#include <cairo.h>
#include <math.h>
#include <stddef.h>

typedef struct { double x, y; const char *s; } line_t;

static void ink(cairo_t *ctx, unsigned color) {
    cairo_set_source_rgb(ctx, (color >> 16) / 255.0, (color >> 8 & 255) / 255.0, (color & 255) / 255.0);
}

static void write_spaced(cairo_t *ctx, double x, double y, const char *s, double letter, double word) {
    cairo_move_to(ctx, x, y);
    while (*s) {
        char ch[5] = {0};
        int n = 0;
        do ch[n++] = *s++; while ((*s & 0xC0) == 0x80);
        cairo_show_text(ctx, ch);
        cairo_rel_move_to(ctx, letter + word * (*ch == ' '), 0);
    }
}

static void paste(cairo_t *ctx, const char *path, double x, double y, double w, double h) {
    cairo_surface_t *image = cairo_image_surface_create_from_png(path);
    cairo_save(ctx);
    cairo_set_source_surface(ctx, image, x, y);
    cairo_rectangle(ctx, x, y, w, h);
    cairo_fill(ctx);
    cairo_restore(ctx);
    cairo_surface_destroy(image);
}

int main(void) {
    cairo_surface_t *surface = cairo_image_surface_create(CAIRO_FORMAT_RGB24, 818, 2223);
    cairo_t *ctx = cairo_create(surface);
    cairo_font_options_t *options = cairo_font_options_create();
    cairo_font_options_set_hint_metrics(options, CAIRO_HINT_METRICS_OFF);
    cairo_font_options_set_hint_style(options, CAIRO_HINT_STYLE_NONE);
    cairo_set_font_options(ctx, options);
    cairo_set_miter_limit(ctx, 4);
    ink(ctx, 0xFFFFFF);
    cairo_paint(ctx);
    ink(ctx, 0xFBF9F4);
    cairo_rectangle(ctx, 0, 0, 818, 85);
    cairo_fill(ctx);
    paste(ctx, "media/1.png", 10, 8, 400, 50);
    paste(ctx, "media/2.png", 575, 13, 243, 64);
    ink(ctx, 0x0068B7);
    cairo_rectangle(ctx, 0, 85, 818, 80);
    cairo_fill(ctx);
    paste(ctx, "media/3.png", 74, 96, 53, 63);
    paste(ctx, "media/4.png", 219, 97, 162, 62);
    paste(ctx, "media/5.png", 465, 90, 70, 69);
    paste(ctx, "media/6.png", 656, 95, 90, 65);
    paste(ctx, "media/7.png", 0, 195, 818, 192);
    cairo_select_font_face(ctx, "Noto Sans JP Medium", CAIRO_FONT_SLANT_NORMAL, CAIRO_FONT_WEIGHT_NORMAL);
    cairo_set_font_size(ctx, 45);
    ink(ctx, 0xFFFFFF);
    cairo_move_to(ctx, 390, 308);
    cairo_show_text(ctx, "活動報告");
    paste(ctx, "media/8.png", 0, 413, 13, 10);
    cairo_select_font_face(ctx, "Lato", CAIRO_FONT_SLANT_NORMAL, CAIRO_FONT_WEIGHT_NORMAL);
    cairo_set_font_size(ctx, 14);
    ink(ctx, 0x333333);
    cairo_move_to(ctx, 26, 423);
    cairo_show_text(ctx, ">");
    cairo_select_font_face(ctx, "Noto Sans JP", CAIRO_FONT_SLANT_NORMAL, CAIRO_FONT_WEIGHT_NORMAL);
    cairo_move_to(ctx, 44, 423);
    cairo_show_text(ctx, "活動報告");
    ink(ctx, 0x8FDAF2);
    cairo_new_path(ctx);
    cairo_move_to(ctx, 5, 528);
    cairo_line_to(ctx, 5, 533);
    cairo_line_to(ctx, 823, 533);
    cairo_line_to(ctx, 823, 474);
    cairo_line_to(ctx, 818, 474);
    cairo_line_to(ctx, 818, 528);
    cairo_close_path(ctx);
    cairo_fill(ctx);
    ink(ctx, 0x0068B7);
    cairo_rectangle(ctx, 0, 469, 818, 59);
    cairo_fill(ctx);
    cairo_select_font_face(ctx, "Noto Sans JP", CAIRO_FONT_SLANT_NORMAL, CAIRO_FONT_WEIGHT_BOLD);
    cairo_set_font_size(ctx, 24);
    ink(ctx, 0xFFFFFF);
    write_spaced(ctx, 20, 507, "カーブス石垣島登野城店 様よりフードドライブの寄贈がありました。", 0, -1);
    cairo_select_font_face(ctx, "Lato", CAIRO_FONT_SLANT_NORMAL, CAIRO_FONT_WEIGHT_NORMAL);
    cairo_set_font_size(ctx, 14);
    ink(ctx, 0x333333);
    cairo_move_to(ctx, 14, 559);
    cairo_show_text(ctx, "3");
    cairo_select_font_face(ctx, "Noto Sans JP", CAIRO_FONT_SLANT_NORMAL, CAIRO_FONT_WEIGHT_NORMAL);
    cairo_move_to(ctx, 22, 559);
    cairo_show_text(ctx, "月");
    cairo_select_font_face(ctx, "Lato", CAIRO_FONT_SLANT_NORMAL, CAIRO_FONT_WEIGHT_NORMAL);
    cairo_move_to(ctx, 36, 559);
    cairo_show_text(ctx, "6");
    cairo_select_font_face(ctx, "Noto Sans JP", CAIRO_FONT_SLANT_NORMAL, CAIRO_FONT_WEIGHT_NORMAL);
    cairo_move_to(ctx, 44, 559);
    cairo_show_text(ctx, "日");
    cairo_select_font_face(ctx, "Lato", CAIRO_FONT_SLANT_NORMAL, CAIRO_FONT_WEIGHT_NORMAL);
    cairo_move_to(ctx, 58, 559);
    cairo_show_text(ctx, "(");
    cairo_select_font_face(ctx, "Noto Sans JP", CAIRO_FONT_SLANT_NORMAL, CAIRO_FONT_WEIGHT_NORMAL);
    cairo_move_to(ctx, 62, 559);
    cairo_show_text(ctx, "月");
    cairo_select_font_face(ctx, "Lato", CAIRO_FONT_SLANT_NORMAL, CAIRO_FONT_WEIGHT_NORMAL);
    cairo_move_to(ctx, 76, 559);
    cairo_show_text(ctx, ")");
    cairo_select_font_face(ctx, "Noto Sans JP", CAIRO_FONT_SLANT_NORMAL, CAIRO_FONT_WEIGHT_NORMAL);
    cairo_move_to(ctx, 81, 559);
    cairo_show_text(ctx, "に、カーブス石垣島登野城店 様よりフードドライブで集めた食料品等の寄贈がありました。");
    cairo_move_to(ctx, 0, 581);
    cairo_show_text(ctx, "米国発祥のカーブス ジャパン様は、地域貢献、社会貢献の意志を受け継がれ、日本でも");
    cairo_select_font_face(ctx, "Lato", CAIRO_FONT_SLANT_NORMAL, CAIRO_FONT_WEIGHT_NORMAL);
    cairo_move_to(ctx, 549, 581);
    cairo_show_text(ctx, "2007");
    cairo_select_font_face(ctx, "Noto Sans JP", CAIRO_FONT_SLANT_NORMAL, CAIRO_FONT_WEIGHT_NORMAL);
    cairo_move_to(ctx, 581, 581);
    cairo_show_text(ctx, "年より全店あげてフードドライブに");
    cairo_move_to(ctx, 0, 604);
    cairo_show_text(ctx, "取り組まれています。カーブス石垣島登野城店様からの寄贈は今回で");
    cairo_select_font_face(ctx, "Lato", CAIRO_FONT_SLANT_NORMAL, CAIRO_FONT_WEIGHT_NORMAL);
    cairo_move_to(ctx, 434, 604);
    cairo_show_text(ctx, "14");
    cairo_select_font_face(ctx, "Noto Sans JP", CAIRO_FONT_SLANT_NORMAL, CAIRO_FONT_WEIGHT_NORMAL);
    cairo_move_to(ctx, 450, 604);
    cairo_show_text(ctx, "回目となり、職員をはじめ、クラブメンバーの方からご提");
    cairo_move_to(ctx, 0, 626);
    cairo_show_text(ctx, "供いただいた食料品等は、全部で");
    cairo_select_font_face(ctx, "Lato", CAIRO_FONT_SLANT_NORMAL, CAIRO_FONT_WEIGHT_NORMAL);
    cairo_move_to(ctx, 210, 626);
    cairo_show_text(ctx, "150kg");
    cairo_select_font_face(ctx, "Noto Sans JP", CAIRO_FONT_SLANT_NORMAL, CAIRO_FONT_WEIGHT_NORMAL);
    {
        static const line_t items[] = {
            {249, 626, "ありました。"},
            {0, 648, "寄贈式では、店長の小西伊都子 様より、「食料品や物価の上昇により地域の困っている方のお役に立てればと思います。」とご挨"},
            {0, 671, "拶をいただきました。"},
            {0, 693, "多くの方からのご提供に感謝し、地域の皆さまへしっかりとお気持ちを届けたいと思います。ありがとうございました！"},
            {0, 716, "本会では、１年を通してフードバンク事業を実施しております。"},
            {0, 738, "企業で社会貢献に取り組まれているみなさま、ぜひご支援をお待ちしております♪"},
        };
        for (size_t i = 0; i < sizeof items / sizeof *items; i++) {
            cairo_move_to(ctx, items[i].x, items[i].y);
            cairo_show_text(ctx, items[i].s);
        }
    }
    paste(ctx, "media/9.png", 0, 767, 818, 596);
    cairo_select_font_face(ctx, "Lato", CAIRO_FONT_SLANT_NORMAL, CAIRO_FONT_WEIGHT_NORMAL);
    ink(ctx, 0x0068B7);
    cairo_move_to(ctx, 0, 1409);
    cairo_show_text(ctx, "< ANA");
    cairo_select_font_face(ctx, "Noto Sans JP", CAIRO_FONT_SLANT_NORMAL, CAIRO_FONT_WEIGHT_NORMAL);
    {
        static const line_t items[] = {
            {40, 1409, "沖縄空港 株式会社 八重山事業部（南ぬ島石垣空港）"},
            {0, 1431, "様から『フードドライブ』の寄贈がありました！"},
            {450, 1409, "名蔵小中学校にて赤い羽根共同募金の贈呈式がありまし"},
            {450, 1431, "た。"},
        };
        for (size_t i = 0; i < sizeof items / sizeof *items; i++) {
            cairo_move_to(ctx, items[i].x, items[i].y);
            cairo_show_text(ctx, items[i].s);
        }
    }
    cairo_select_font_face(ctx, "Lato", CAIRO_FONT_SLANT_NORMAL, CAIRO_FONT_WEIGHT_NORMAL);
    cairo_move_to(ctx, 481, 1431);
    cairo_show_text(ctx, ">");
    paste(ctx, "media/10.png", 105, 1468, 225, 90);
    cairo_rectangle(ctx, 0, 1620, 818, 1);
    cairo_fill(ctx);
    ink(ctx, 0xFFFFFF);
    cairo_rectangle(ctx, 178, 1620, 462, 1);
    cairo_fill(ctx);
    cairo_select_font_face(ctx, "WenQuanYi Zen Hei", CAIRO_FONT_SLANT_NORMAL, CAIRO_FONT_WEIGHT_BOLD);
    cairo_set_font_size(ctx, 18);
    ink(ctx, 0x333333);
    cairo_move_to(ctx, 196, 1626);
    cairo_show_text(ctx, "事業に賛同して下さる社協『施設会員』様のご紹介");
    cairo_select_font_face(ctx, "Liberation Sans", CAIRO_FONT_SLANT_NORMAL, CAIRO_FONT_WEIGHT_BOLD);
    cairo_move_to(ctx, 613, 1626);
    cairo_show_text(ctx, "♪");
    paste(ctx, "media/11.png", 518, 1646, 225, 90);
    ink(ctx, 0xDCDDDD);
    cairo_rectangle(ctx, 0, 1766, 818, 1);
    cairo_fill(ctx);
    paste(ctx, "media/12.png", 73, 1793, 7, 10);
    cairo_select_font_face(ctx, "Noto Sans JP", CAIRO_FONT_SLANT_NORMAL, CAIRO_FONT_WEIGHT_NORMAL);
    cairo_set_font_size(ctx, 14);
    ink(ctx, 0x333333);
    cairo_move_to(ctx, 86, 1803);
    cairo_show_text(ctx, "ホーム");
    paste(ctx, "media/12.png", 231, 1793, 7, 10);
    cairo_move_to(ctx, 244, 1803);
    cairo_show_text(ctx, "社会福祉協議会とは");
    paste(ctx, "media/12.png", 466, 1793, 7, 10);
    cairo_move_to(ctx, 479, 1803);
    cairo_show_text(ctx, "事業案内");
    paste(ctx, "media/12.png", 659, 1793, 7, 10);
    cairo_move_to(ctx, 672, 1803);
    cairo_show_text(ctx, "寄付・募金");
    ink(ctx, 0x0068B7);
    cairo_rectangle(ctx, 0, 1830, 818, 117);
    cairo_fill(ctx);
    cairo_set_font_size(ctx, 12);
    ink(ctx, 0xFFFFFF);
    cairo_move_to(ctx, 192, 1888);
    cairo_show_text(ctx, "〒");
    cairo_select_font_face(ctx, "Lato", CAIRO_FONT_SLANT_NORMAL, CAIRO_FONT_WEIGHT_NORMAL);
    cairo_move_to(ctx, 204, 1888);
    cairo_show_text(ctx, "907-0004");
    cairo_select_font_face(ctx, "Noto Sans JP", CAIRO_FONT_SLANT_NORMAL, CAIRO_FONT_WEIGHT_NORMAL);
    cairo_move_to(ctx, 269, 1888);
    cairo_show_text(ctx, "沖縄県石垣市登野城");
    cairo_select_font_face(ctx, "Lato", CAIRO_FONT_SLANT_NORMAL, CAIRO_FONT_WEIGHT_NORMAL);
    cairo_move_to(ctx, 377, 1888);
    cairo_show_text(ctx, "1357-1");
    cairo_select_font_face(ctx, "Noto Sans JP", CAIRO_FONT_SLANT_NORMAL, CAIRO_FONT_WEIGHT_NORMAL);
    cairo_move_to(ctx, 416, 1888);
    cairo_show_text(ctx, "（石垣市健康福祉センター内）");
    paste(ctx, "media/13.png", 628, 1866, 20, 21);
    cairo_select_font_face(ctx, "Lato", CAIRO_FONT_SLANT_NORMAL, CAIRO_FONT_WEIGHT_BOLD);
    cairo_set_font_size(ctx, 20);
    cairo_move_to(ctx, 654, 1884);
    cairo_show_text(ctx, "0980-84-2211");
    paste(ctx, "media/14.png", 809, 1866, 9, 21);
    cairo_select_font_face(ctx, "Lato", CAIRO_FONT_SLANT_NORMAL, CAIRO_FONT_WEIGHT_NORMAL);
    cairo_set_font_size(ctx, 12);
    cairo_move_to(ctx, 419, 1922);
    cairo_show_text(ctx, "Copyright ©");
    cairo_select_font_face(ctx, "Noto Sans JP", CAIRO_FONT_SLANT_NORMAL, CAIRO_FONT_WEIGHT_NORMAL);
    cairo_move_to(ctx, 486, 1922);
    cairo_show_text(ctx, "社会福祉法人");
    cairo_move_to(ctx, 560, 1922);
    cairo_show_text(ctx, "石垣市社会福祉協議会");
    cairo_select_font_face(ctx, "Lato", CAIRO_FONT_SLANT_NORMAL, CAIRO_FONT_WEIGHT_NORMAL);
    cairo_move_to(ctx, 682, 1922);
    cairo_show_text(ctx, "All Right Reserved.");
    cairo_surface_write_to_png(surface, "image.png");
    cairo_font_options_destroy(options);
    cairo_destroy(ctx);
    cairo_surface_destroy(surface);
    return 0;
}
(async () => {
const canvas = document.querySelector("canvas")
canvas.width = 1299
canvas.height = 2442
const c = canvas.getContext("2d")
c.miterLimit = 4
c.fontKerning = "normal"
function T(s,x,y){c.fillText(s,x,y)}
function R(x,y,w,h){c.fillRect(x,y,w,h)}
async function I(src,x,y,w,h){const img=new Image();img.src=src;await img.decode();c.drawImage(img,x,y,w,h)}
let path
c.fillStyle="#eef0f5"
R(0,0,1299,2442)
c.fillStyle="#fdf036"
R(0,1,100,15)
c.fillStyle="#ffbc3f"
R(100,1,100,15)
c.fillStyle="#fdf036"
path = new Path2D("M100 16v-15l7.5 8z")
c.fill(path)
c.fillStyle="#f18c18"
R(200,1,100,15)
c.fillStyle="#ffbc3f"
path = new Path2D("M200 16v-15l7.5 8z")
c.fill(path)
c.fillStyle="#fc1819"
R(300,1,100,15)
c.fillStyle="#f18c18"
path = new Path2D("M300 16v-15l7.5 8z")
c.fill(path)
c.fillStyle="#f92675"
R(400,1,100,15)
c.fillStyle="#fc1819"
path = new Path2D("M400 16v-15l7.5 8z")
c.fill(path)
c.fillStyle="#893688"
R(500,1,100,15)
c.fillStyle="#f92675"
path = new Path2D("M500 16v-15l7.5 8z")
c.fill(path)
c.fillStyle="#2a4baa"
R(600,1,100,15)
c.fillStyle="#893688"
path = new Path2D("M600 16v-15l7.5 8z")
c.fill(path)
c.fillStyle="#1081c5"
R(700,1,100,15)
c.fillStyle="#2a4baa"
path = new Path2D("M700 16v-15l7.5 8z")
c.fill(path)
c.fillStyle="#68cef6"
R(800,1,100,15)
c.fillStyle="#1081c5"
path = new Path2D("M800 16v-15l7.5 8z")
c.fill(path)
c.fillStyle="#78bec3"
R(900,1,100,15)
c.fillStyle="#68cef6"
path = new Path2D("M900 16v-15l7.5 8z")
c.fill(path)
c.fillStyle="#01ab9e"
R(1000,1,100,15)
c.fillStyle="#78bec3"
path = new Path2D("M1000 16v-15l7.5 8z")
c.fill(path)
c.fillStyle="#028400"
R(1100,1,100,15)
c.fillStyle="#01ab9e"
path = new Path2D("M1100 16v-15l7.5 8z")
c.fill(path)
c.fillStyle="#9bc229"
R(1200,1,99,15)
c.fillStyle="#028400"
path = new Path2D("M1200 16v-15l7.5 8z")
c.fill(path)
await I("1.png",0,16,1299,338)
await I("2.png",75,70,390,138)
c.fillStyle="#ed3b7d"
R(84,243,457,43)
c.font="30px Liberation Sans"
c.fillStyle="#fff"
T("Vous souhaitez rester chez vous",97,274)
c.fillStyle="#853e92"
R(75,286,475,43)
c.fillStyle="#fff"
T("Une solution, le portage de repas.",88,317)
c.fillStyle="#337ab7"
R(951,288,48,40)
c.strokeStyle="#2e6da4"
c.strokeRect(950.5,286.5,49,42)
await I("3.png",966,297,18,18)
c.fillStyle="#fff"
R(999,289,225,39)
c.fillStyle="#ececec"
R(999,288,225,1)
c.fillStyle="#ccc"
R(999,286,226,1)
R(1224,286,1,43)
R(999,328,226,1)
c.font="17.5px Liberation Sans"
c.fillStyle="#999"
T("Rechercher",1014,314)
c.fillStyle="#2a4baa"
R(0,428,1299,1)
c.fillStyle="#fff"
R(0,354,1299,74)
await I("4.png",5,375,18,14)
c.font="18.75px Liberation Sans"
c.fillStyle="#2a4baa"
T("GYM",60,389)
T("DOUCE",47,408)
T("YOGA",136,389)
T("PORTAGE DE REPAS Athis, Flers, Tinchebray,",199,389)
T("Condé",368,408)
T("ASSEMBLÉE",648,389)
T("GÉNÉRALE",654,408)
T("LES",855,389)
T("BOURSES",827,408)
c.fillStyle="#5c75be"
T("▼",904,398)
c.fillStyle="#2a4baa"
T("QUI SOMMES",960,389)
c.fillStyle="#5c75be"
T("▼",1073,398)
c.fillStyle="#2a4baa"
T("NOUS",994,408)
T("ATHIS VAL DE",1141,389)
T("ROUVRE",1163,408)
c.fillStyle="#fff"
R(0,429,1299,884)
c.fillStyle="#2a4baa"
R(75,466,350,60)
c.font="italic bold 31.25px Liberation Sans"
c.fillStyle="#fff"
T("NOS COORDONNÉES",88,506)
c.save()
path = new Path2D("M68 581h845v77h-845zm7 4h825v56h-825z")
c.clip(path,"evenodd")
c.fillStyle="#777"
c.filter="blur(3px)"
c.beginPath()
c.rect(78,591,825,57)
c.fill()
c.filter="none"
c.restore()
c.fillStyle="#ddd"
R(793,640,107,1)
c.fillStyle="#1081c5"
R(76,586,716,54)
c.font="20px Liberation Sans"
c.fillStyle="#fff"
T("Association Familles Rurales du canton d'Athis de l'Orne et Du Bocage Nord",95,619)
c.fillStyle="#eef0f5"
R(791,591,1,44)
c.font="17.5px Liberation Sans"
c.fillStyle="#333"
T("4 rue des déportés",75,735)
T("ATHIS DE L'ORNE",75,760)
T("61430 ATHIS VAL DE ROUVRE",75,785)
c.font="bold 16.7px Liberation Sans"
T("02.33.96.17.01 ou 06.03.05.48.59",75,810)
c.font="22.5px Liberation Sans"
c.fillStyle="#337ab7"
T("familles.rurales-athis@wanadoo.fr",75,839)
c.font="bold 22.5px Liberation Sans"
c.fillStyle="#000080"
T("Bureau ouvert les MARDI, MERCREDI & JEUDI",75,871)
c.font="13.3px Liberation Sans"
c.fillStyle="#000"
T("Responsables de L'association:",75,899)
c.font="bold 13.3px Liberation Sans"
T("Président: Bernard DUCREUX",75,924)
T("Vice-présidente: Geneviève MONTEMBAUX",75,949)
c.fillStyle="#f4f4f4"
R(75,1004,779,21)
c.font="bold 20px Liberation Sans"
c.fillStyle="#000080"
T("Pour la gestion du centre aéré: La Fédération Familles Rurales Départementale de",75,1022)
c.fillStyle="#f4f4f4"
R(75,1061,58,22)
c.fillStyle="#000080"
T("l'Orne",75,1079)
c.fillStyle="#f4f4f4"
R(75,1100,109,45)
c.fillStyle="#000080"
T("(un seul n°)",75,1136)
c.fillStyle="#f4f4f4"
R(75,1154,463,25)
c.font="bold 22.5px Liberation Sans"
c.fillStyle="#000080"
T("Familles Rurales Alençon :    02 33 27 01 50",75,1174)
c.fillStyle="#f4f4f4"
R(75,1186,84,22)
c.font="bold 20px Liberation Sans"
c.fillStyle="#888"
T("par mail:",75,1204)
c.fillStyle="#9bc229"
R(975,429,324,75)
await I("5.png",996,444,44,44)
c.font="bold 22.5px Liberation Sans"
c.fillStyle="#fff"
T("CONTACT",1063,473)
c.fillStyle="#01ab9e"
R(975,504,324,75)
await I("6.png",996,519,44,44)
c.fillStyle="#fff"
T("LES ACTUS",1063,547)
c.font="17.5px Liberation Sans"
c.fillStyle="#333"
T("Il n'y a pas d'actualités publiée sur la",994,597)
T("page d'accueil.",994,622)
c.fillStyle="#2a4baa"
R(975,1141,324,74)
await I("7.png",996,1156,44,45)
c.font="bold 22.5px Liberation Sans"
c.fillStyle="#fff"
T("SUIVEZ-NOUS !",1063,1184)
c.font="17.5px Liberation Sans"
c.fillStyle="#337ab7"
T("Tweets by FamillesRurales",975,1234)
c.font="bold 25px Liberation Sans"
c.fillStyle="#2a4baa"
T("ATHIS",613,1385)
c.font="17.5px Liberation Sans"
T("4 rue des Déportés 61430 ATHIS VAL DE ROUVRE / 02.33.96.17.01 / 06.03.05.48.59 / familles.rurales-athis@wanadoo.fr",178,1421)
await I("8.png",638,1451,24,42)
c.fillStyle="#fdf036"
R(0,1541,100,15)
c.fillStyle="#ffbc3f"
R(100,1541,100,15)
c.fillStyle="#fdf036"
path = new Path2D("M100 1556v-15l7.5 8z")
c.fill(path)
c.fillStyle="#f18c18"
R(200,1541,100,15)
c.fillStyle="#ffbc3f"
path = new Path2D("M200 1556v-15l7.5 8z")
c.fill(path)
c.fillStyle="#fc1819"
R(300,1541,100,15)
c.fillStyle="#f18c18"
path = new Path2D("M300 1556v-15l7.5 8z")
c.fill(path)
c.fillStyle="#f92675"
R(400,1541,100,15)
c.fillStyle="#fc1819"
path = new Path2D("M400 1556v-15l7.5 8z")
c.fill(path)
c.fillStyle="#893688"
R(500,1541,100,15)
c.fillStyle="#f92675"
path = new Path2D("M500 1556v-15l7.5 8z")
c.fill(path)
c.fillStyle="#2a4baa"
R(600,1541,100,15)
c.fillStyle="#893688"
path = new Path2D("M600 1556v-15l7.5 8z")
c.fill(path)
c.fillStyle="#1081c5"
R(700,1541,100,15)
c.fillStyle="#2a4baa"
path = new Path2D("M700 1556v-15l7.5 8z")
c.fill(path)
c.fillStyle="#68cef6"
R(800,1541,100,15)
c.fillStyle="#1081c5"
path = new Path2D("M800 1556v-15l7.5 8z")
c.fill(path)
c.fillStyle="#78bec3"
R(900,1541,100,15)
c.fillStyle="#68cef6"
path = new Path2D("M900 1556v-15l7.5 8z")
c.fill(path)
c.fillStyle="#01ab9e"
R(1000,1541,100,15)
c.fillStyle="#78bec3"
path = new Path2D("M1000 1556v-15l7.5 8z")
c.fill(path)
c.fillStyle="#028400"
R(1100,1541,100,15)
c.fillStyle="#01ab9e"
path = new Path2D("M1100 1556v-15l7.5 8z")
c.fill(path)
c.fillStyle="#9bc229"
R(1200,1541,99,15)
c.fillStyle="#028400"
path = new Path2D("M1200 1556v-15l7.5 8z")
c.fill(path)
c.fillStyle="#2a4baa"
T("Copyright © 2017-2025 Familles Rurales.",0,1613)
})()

------------------------------------------------------------------------

Nothing but the lines from the one with "R(900,1541,100,15)" through the last line of the entries should be repeated, and those exactly.

R(900,1541,100,15)
c.fillStyle="#68cef6"
path = new Path2D("M900 1556v-15l7.5 8z")
c.fill(path)
c.fillStyle="#01ab9e"
R(1000,1541,100,15)
c.fillStyle="#78bec3"
path = new Path2D("M1000 1556v-15l7.5 8z")
c.fill(path)
c.fillStyle="#028400"
R(1100,1541,100,15)
c.fillStyle="#01ab9e"
path = new Path2D("M1100 1556v-15l7.5 8z")
c.fill(path)
c.fillStyle="#9bc229"
R(1200,1541,99,15)
c.fillStyle="#028400"
path = new Path2D("M1200 1556v-15l7.5 8z")
c.fill(path)
c.fillStyle="#2a4baa"
T("Copyright © 2017-2025 Familles Rurales.",0,1613)
})()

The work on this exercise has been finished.